Poor, poor Principal Gupta.
Still, I did feel that I had to intrude upon the fanta
sy world in which she so obviously lives, just a little.
“Um,” I said. “Principal Gupta. About Mrs. Hill . . .”
“What about her?” Principal Gupta asked.
“I didn’t mean it when I said she’s always in the teachers’ lounge during my Gifted and Talented class. That was an exaggeration.”
Principal Gupta smiled at me in this very brittle way.
“Don’t worry, Mia,” she said. “Mrs. Hill has been taken care of.”
Taken care of! What does that mean?
I am almost scared to find out.
Tuesday, October 28, G & T
Well, Mrs. Hill didn’t get fired.
Instead, I guess they gave her a warning, or something. The upshot of it is, Mrs. Hill won’t budge from behind her desk here in the G and T lab.
Which means we have to sit at our desks and actually do our work. And we can’t lock Boris in the supply closet. We actually have to sit here and listen to him play.
Play Bartok.
And we can’t talk to one another, because we are supposed to be working on our individual projects.
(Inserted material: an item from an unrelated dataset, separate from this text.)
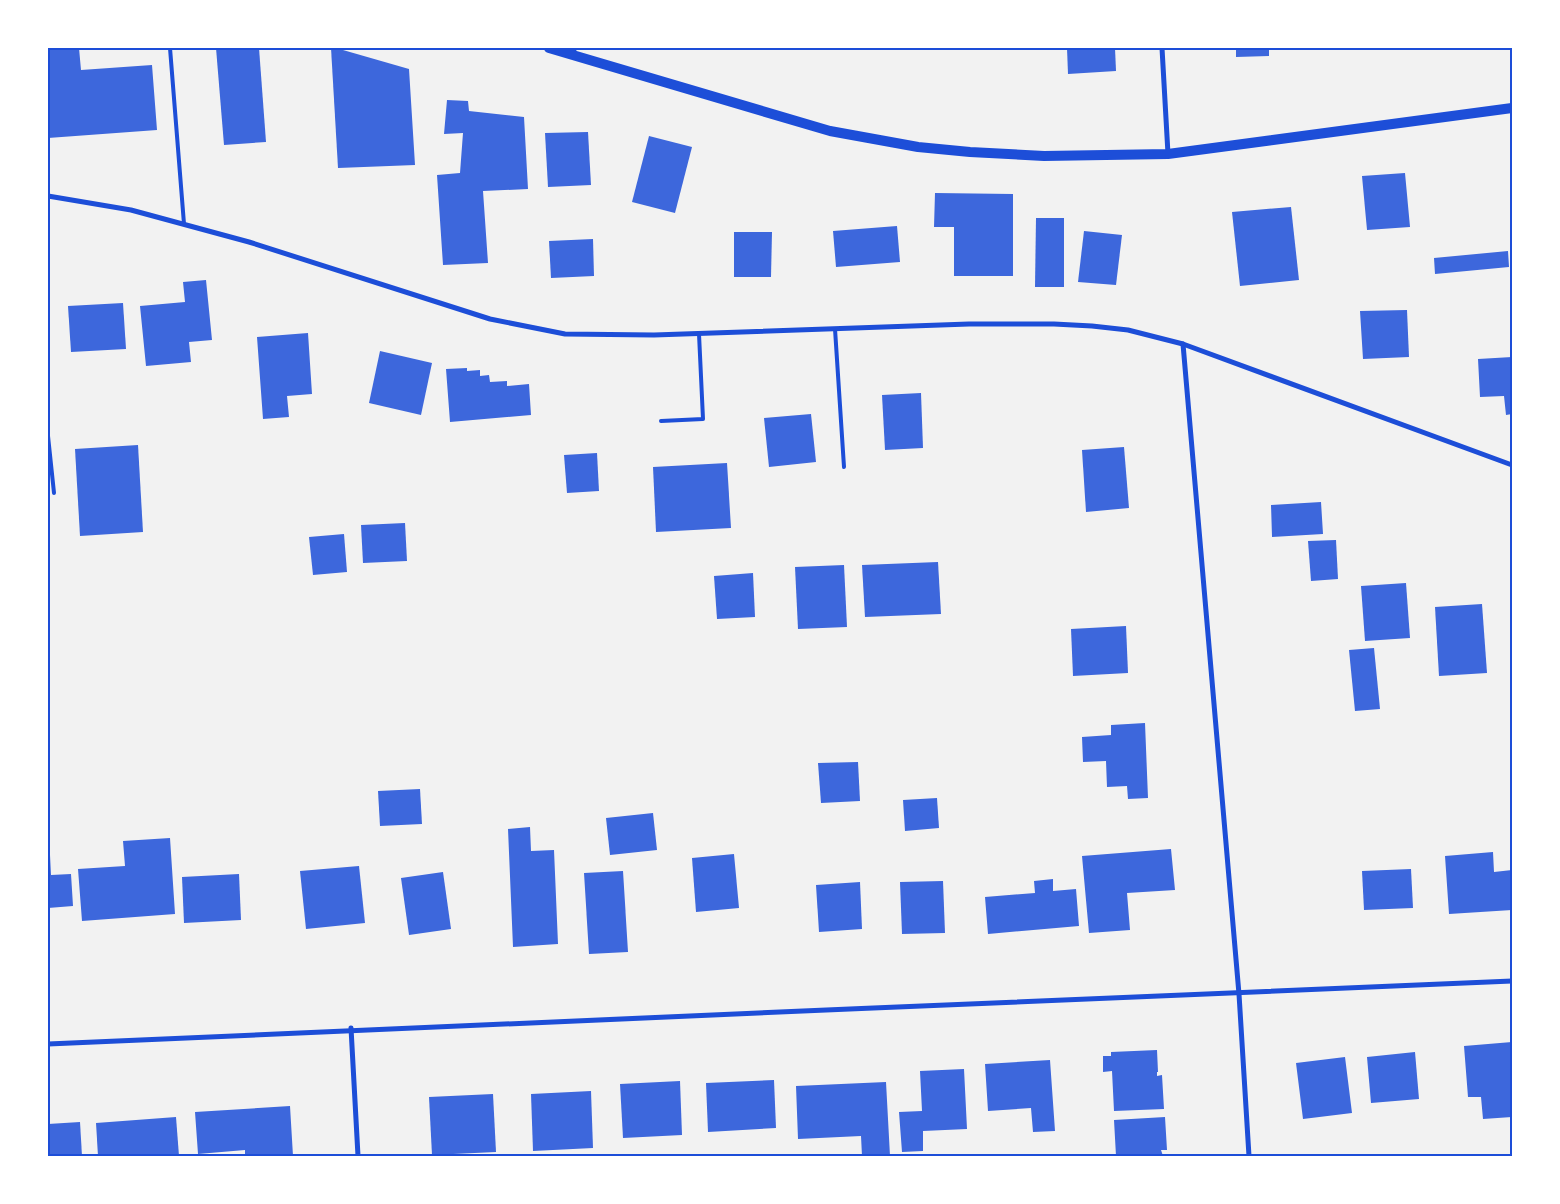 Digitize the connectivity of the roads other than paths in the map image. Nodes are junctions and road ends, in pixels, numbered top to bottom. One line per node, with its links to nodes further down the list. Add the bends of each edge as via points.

Boy, is everyone mad at me.
But no one is madder than Lilly.
It turns out Lilly’s been secretly writing a book about the socioeconomic divisions that exist within the walls of Albert Einstein High School. Really! She didn’t want to tell me, but finally Boris blurted it out at lunch today. Lilly threw a fry at him and got ketchup all over his sweater.
I can’t believe Lilly has told Boris things that she hasn’t told me. I’m supposed to be her best friend. Boris is just her boyfriend. Why is she telling him cool things, like about how she’s writing a book, and not telling me?
“Can I read it?” I begged.
“No.” Lilly was really mad. She wouldn’t even look at Boris. He had already totally forgiven her about the ketchup, even though he will probably have to get that sweater dry-cleaned.
“Can I read just one page?” I asked.
“No.”
“Just one sentence?”
“No.”
Michael didn’t know about the book either. He told me right before Mrs. Hill came in that he offered to publish it in his webzine, Crackhead, but Lilly said, in quite a snotty voice, that she was holding out for a “legitimate” publisher.
“Am I in it?” I wanted to know. “Your book? Am I in it?”
Lilly said if people don’t stop bothering her about it, she is going to fling herself off the top of the school water tower. She is exaggerating, of course. You can’t even get up to the water tower anymore, since the seniors, as a prank a few years ago, poured a bunch of tadpoles into it.
I can’t believe Lilly’s been working on a book and never told me. I mean, I always knew she was going to write a book about the adolescent experience in post–Cold War America. But I didn’t think she was going to start it before we had graduated. If you ask me, this book can’t be very balanced. Because I hear things get way better sophomore year.